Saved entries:
::::::::::

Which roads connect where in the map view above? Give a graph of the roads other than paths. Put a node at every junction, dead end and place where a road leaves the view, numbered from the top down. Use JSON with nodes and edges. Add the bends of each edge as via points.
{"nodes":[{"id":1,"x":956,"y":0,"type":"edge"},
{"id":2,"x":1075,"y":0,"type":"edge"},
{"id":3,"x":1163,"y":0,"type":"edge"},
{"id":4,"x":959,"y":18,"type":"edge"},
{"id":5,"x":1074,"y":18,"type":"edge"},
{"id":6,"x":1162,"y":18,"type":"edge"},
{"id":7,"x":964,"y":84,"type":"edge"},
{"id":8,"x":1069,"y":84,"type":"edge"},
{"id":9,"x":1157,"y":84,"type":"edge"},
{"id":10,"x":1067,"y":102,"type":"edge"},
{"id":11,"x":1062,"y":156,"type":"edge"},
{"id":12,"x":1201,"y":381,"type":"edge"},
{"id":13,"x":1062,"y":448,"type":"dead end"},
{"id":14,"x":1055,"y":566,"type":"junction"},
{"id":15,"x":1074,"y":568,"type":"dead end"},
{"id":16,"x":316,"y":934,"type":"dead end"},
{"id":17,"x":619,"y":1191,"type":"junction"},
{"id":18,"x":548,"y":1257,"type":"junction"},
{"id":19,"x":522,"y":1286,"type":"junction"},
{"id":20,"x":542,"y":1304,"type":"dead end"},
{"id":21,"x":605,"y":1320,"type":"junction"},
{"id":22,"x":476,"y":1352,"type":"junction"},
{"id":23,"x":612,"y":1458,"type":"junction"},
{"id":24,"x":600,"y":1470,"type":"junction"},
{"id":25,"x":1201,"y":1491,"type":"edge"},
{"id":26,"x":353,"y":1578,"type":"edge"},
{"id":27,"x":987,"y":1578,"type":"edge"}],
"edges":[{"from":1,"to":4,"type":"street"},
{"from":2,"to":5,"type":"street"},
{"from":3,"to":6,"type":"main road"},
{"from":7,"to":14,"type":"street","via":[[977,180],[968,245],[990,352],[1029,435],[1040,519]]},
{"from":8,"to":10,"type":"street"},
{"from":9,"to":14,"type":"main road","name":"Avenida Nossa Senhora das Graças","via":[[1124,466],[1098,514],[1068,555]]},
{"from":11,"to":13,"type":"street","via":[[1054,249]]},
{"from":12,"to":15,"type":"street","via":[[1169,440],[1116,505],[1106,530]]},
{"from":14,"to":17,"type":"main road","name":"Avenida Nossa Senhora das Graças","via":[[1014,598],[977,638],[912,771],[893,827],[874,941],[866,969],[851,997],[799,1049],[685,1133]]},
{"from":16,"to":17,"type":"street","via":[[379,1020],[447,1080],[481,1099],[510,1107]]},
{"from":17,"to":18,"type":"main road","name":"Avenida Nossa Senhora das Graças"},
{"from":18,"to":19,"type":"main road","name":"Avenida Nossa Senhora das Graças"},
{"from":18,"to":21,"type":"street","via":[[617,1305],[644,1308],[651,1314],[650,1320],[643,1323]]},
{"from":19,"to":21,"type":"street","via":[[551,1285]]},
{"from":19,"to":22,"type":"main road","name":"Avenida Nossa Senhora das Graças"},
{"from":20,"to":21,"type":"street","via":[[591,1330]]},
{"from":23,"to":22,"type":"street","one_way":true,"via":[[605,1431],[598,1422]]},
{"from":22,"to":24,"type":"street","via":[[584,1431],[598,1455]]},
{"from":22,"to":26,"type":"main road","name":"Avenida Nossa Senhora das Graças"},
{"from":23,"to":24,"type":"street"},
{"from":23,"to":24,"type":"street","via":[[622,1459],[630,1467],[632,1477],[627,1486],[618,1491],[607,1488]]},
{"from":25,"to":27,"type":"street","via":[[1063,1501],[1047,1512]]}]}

::::::::::

> **Exercise prompt**:
Scan the data above for the string "junction". Copy every line in which it appears.

> **Task output**:
Which roads connect where in the map view above? Give a graph of the roads other than paths. Put a node at every junction, dead end and place where a road leaves the view, numbered from the top down. Use JSON with nodes and edges. Add the bends of each edge as via points.
{"id":14,"x":1055,"y":566,"type":"junction"},
{"id":17,"x":619,"y":1191,"type":"junction"},
{"id":18,"x":548,"y":1257,"type":"junction"},
{"id":19,"x":522,"y":1286,"type":"junction"},
{"id":21,"x":605,"y":1320,"type":"junction"},
{"id":22,"x":476,"y":1352,"type":"junction"},
{"id":23,"x":612,"y":1458,"type":"junction"},
{"id":24,"x":600,"y":1470,"type":"junction"},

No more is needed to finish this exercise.